この自己中俺様ナルシストなんかと結婚することはない!と思っていたがディオの言葉に思わずピクリと反応してしまう。

え、何もしなくていいの?



「家の中の家事は人を雇えばいいしお前は日中好きなことをしてろ。家名に泥を塗ること以外は何をしていてもいい」


「いやそんなのお前と結婚しなくてももともとするつもりないしそんなことくらいではディオと結婚できないね!」


「さらに貿易の仕事も貴族の付き合いも全部俺がやってやる。お前は本当に何もしなくていい」


「なんだと?!」



ディオの言葉に思わず身を乗り出す。つまりディオの言葉を信じるならば私は一生引きニートでいていいということだ。ダラダラごろごろ家事も仕事もせずに惰性に生きていていいのだ。これいい条件じゃね?

私の理想とする旦那は穏やかで私の言うことを聞いてくれる奴だといったがそうすると旦那は気の弱い奴になってしまう。

商売や貴族との付き合いは化かし合いだ。それを気の弱い奴が出来るわけはないのでもし私が言う通りの旦那と結婚した場合外付き合いは私がしなければならない。だがディオと結婚した場合は違う。ディオは賢いから貿易も貴族との付き合いもうまくやるだろう。つまり私は何もしなくていいのだ。あれ?これおいしくない?ディオとの結婚よくない?

確かにあいつはナルシストで自己中で俺様で我が強いゲス野郎だがイケメンだし私のこと放任してくれるらしいし優良株な気がしてきた。ディオとの結婚ありかも。うん有りだ



「本当に何もしなくていいの?」


「ああ。

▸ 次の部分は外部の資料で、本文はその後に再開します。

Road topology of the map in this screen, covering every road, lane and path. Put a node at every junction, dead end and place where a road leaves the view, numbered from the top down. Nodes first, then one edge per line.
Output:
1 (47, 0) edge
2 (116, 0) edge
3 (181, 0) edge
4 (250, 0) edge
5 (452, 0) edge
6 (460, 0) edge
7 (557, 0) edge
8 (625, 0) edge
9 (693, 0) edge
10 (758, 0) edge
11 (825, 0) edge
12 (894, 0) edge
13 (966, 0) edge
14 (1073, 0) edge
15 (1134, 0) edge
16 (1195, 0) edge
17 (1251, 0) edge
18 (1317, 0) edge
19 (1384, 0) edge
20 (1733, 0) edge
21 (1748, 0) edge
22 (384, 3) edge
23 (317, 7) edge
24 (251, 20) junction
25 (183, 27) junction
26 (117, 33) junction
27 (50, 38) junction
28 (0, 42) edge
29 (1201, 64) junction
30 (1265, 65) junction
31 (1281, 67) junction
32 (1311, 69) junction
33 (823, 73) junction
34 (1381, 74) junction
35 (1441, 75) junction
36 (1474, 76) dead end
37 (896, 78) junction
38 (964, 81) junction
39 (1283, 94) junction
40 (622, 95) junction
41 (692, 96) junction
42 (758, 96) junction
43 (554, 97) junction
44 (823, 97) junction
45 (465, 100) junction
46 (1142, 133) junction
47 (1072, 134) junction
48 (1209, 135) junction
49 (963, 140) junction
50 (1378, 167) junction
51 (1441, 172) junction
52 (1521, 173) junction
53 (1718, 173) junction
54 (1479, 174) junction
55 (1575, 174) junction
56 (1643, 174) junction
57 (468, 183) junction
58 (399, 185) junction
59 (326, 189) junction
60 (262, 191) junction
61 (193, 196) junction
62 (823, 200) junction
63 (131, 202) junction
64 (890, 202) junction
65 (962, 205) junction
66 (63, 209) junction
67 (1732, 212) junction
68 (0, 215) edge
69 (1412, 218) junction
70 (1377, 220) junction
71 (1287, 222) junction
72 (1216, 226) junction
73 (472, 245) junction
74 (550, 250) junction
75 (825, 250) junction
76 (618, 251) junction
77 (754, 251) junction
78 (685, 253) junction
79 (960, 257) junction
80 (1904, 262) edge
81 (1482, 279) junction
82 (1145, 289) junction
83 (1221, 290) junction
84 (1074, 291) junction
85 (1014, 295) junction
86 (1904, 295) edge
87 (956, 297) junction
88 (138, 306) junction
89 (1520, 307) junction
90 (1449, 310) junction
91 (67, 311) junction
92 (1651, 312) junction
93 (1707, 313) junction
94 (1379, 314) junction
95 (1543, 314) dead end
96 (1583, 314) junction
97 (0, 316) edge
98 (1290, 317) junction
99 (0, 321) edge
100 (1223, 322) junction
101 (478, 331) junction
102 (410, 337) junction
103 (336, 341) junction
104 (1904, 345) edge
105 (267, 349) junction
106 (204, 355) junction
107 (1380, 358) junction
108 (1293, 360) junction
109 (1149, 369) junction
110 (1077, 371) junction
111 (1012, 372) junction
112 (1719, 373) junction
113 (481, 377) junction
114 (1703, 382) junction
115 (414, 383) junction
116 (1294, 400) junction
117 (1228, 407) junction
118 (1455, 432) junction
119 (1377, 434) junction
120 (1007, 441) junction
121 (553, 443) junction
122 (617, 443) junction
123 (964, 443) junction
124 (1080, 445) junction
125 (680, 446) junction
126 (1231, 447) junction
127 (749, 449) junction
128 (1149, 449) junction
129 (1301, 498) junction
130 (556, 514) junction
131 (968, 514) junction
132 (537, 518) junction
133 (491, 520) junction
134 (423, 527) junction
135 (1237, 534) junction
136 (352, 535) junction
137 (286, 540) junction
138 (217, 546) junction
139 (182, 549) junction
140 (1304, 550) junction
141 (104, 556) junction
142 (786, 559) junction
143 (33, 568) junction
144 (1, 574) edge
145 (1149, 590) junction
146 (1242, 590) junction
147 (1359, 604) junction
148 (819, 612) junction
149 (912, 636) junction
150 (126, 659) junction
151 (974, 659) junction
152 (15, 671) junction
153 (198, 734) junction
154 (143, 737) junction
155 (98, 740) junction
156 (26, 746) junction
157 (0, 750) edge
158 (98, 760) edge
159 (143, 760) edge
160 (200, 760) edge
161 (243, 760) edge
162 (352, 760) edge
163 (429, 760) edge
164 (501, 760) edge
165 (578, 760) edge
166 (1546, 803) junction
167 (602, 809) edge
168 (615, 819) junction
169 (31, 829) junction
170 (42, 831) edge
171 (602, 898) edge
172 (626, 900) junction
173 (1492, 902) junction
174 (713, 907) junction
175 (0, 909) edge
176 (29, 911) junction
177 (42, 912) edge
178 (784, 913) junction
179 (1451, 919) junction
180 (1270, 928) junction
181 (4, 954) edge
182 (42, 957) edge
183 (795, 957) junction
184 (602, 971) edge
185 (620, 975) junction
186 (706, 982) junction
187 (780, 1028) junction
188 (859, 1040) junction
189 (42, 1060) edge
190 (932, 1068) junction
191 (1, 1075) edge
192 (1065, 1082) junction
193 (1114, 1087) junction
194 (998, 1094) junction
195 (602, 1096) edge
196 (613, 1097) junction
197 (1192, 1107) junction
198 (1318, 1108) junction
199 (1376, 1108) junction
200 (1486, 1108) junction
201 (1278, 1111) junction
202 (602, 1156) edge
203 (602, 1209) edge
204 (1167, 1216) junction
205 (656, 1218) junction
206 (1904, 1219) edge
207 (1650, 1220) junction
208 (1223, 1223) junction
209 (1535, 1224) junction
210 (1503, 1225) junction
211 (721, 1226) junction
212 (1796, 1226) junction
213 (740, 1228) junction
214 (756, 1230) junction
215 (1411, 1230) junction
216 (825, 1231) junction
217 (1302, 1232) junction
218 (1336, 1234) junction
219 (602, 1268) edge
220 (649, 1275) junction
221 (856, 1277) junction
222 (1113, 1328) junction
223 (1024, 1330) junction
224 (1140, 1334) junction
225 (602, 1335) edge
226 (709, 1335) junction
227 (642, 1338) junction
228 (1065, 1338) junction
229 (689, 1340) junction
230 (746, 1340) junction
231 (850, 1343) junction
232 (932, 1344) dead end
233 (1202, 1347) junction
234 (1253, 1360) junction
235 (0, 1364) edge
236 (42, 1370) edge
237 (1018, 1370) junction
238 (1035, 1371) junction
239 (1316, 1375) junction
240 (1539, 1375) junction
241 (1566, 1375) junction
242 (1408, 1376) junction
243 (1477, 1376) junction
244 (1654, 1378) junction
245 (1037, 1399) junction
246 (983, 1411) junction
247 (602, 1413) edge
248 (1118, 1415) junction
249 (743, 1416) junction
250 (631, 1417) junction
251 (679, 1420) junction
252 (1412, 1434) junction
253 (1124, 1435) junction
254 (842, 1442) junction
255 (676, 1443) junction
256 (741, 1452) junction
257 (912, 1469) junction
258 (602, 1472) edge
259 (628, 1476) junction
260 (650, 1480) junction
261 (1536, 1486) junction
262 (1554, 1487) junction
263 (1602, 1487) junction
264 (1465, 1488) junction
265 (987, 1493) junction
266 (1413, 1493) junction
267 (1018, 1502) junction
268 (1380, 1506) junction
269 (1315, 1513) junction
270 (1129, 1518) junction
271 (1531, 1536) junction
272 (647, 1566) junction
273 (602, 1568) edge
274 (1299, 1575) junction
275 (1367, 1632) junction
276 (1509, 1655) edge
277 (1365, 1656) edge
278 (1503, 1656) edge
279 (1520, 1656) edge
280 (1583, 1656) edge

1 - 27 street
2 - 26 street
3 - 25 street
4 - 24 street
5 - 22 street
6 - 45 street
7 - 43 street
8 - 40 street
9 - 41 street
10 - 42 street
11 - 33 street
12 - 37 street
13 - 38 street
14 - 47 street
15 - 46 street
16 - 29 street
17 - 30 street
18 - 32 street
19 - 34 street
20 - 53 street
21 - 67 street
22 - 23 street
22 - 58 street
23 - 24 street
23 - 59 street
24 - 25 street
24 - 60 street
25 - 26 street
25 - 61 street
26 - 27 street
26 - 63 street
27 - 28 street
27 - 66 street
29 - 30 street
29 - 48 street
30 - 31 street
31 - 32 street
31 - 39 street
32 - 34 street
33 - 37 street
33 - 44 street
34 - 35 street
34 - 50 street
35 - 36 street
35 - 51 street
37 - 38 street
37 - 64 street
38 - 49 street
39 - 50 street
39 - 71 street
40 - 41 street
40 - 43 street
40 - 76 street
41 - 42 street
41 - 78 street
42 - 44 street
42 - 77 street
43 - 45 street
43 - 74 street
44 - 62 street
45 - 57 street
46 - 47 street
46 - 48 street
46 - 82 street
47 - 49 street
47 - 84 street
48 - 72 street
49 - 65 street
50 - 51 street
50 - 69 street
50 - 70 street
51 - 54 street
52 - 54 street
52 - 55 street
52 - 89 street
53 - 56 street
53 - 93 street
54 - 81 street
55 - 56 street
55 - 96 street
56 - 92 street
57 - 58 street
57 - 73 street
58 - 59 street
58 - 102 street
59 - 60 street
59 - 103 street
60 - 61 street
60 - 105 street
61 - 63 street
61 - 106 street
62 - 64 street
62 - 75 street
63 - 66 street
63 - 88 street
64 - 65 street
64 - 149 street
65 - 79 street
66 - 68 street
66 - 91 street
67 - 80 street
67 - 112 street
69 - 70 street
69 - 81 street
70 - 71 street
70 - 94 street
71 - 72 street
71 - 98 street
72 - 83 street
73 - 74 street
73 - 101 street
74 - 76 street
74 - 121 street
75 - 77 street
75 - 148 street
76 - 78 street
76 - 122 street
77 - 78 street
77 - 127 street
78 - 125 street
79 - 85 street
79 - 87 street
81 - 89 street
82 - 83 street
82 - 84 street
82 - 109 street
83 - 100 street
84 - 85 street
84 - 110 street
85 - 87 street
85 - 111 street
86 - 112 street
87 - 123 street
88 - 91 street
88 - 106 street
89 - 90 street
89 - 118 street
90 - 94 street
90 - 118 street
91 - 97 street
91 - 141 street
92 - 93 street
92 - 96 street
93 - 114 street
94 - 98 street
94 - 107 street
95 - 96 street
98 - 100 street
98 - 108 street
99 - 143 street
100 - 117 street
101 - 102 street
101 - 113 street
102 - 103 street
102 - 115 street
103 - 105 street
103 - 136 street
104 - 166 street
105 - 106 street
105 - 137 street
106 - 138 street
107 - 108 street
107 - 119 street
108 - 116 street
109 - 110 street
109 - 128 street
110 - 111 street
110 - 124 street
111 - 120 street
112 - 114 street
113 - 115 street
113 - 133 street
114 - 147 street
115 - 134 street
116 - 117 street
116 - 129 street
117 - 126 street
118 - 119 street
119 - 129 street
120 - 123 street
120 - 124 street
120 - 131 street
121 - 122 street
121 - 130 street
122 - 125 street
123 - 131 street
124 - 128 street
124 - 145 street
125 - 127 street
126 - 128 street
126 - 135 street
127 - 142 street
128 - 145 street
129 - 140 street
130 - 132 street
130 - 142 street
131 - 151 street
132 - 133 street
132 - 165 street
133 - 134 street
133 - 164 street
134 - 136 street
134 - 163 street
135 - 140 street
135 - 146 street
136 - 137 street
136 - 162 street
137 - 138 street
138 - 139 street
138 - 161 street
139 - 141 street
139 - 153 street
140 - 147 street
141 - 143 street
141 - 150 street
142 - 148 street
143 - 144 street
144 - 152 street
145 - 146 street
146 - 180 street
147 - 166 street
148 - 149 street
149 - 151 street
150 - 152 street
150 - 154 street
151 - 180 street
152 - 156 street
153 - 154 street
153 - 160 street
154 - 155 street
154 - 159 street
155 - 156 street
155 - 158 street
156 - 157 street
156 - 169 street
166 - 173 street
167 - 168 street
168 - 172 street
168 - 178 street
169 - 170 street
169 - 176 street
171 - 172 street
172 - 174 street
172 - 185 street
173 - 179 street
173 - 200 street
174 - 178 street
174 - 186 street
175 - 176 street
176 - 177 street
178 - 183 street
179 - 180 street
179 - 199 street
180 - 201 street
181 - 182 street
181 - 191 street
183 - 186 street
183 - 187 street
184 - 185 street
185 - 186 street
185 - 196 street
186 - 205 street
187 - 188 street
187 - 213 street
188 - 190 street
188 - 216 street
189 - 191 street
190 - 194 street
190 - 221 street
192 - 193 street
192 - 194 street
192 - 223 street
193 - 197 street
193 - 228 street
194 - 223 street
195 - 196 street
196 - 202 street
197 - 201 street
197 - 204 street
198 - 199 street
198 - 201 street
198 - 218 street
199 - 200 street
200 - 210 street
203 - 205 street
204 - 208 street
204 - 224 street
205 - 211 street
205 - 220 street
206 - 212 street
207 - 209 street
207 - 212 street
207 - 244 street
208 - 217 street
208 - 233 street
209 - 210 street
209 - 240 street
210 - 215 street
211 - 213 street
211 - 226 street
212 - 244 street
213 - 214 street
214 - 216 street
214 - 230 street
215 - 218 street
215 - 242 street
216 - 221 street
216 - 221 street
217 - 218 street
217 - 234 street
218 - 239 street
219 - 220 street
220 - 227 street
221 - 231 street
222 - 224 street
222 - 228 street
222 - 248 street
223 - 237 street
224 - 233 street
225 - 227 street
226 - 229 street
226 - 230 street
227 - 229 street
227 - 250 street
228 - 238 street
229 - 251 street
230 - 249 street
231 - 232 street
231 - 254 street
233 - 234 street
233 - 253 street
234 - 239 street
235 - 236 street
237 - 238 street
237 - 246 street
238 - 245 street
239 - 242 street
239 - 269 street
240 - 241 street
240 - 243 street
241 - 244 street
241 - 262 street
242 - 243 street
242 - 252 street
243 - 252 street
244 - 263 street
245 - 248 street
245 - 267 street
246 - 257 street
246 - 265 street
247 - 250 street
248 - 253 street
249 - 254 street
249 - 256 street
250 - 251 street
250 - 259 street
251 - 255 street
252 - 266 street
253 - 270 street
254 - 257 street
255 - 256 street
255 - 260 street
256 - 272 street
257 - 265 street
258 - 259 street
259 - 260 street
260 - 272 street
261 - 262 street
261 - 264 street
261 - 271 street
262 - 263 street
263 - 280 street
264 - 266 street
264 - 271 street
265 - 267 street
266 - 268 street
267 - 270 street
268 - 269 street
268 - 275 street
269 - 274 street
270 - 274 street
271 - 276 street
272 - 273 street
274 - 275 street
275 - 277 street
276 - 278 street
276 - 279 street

妻として必要最低限の役目さえしてくれれば構わない」



そういってディオはニヤリと笑みを浮かべ頷く。 そのドヤ顔はウザイがディオと結婚すれば本当に何もせずによさそうだ。よし、乗った!



「ふふふ、仕方ない。ディオがそこまでどうしても私をお求めなら結婚してあげなくもないね!いいよディオと結婚してやろう!」


「ああ、ありがとうナマエ」



ディオは殊勝にも礼を言ってきた。おほほほほ。ディオにも私の価値がわかったということか。よいよい、これからも謙虚な態度で私に仕えたまえ。

にしてもディオが意外に話が通じる奴で驚いたな。いきなり父さんと私にを暗殺してジョースター家を乗っ取るくらい平気でしそうだと思ったのに。いやいや事件が起こらなくて良かったよ。これでこれから枕を高くして寝られるね。



「じゃあね旦那様。まあこれから仲良くしようや。あ、父さんへの報告は明日でいいよね?」



「ああいいとも。それともう1つジョースターさんにいい報告をできるようにしようじゃないか」



ん?と思った瞬間には私は自分のベッドに押し倒されていた。ディオ越しに天井が見える

え?え?どういうこと?今何が起こったの?



「おいディオ何するんだよ!無駄に話し込んじゃったしもうさっさと寝たいんだけど?」


「悪いが今日は寝かせてやれないな。まあ明日ゆっくり休むといい。どうせ起きれないだろうしな」



そういうとディオはシュルッと自分の胸元のタイを外した。おいおいちょっと待ってくれよ!え?これどういう状況なの?マズイのはよくわかる。

自室のベッドでディオに押し倒されてるわけなのだから客観的に見てもアウトだ。どうしよう、てかディオはどうするつもりなんだ?



「ちょっとディオ何するんだよ!私何もしなくていいんじゃなかったのかよ!」


「ああ、何もしなくていい。全部俺がしてやろう」


「いやするなよ。してもらわなくてもいいよ。お前散々私のこと色気ないって言ってたじゃん!なんで発情してるんだよ。取り巻きの女のところ行けよ」


「やっとお前を手に入れたのに何故他の女などのところに行かなければならない?これでやっとお前を囲うことができる」



するりとディオの手が私の頬に触れ肌が粟立つ。ディオの目はギラギラと光っていて獲物を補食するハンターの目になっていた。あれ?ミスった?選択を間違えた気がする。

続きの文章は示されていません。